* INPUT DATA
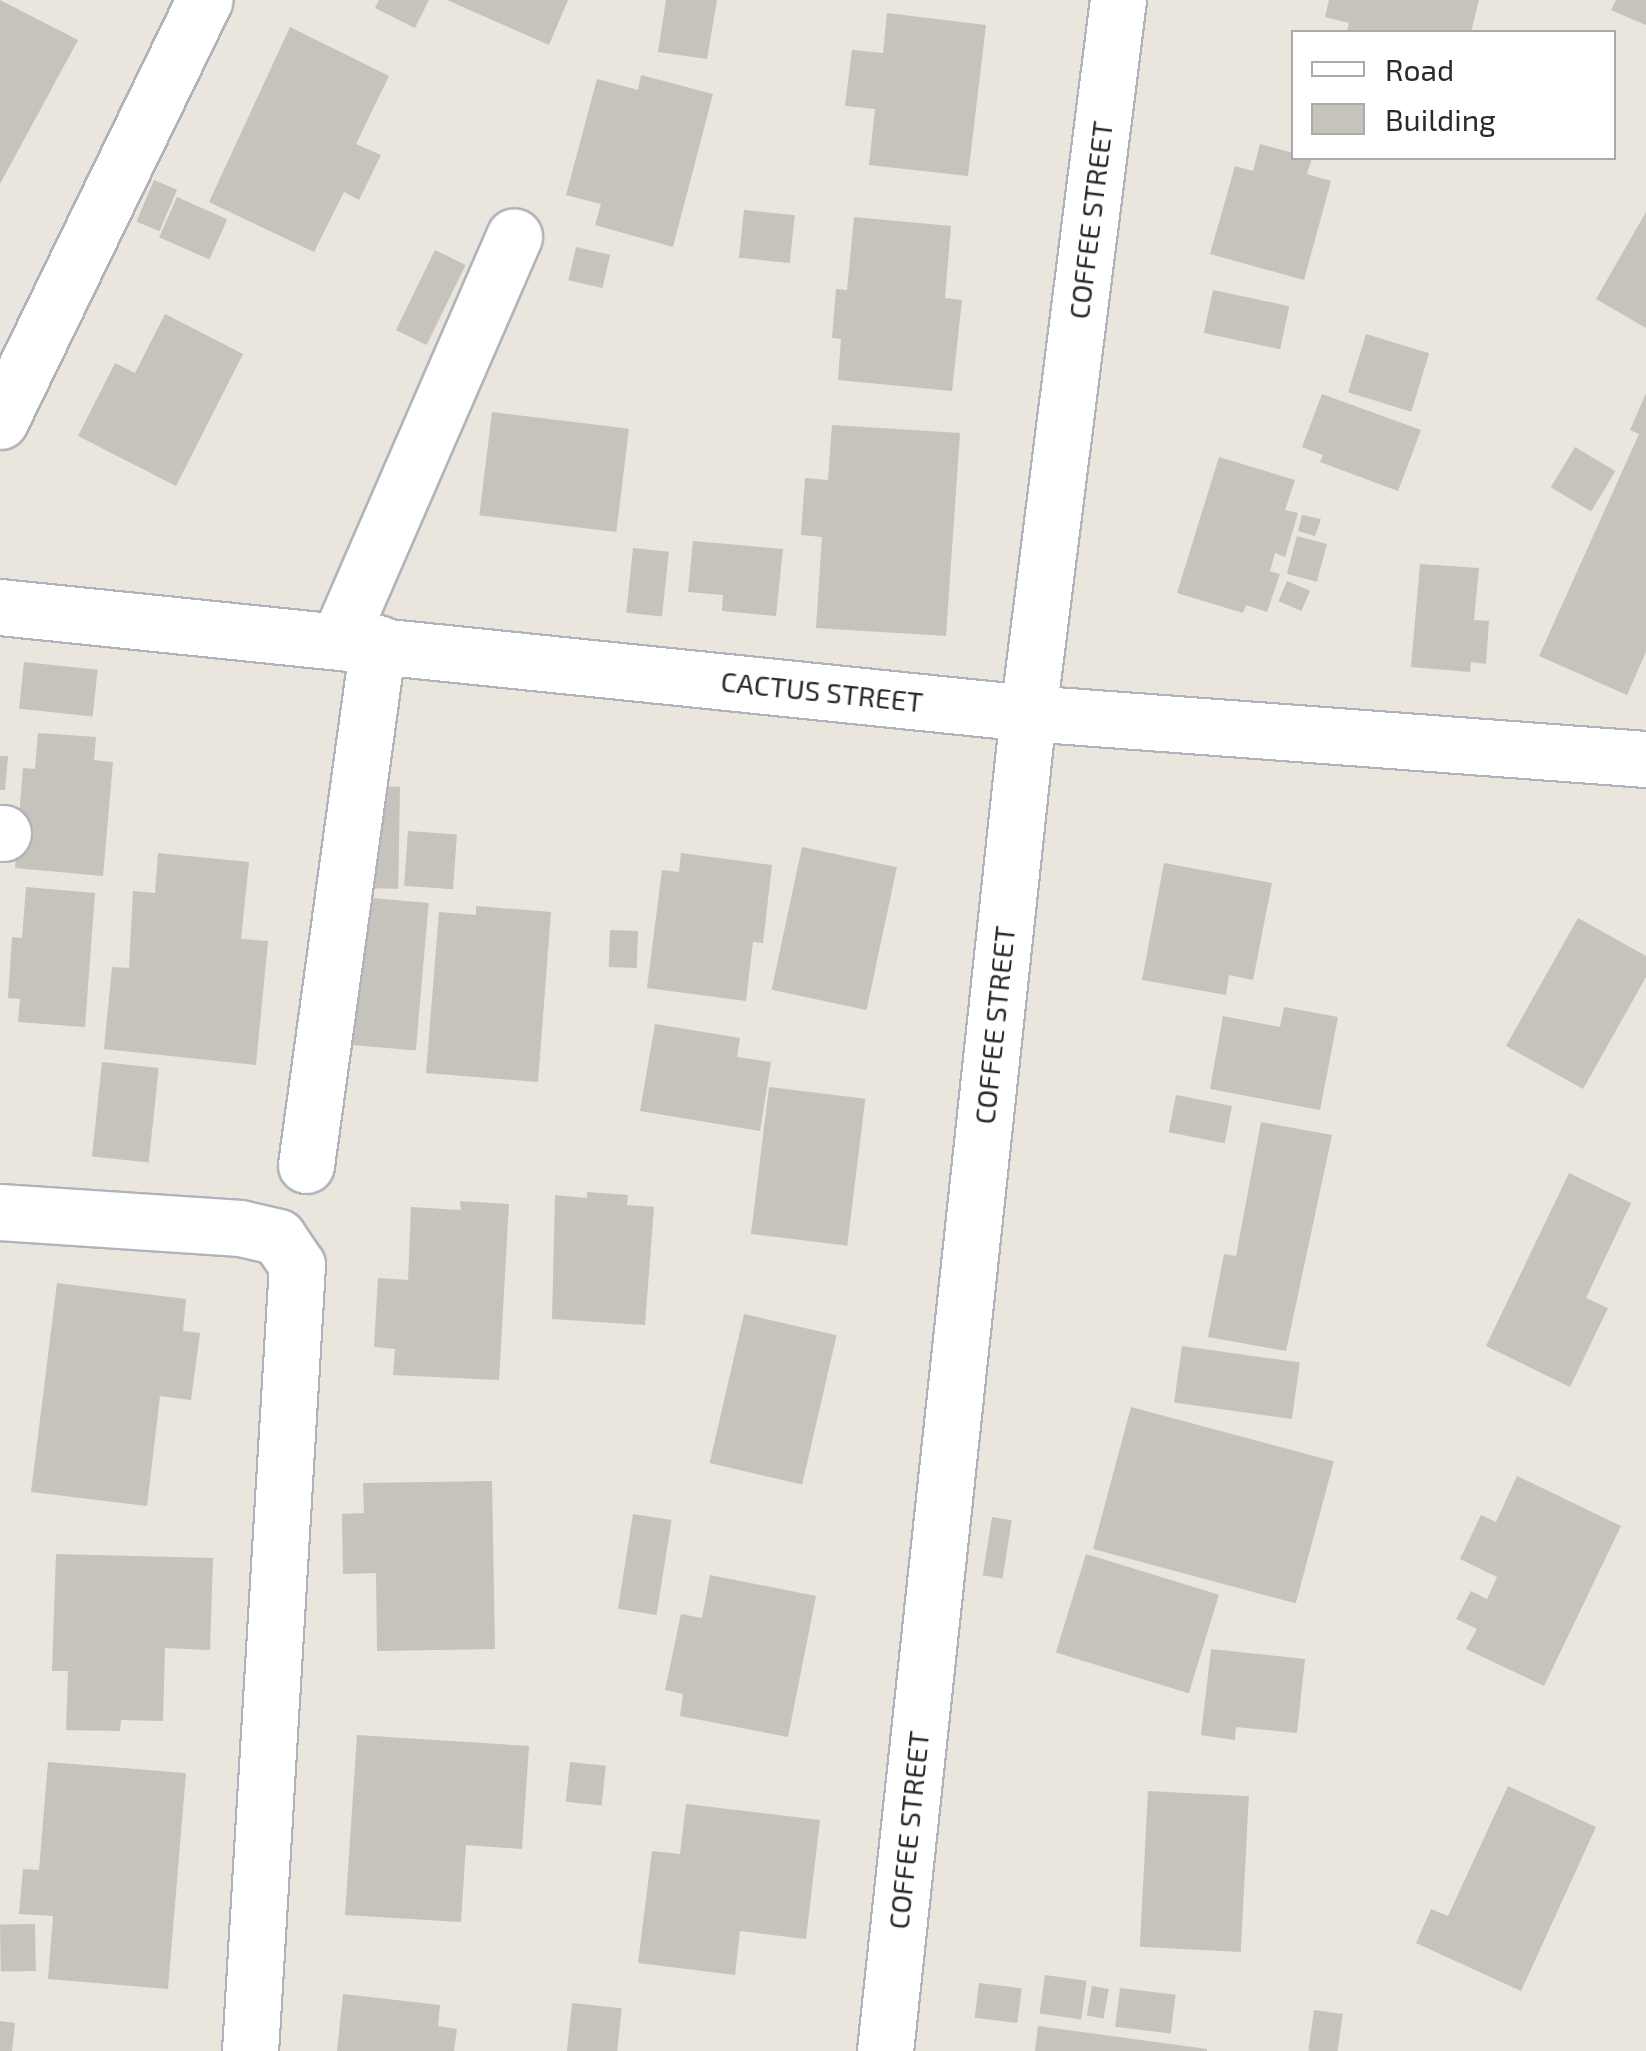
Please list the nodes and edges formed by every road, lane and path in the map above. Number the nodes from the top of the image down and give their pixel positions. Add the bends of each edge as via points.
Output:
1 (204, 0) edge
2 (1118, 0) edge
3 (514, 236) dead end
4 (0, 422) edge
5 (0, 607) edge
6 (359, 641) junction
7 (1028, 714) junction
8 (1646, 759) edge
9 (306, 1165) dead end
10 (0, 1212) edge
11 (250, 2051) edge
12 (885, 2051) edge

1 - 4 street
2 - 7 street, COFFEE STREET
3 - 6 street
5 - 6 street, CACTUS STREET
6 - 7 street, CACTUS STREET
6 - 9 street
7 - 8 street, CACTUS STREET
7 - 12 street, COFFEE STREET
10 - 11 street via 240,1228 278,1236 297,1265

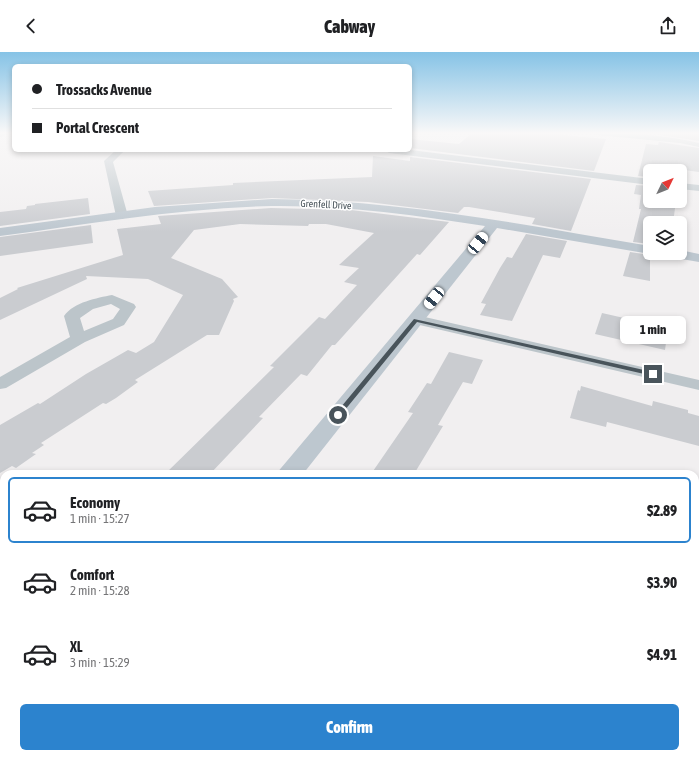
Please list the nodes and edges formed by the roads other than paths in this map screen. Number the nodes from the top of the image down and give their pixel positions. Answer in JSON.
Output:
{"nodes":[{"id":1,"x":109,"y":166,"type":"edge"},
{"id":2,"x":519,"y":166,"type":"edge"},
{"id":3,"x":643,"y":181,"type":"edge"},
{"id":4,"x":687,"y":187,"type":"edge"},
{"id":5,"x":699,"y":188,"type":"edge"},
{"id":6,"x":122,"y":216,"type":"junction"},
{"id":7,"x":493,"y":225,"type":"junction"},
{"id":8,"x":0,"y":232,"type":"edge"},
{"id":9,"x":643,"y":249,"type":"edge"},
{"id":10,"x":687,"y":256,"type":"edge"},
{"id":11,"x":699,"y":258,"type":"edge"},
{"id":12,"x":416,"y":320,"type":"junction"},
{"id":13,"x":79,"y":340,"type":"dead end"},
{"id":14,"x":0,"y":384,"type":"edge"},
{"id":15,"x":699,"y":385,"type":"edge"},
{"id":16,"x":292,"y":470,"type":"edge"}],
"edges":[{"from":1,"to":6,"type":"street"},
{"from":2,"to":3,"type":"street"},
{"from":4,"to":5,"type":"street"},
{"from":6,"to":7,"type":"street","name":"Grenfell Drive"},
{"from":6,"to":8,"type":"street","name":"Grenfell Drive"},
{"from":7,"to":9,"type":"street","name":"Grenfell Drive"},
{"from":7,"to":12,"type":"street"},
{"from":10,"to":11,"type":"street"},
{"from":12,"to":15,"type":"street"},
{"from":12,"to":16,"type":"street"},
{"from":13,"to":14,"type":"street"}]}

* TASK STATEMENT
Copy nothing past the line containing "Please list the nodes and edges formed by the": reproduce every line from the start of the records up to it, skipping pictures.

* RESPONSE
Please list the nodes and edges formed by every road, lane and path in the map above. Number the nodes from the top of the image down and give their pixel positions. Add the bends of each edge as via points.
Output:
1 (204, 0) edge
2 (1118, 0) edge
3 (514, 236) dead end
4 (0, 422) edge
5 (0, 607) edge
6 (359, 641) junction
7 (1028, 714) junction
8 (1646, 759) edge
9 (306, 1165) dead end
10 (0, 1212) edge
11 (250, 2051) edge
12 (885, 2051) edge

1 - 4 street
2 - 7 street, COFFEE STREET
3 - 6 street
5 - 6 street, CACTUS STREET
6 - 7 street, CACTUS STREET
6 - 9 street
7 - 8 street, CACTUS STREET
7 - 12 street, COFFEE STREET
10 - 11 street via 240,1228 278,1236 297,1265

Please list the nodes and edges formed by the roads other than paths in this map screen. Number the nodes from the top of the image down and give their pixel positions. Answer in JSON.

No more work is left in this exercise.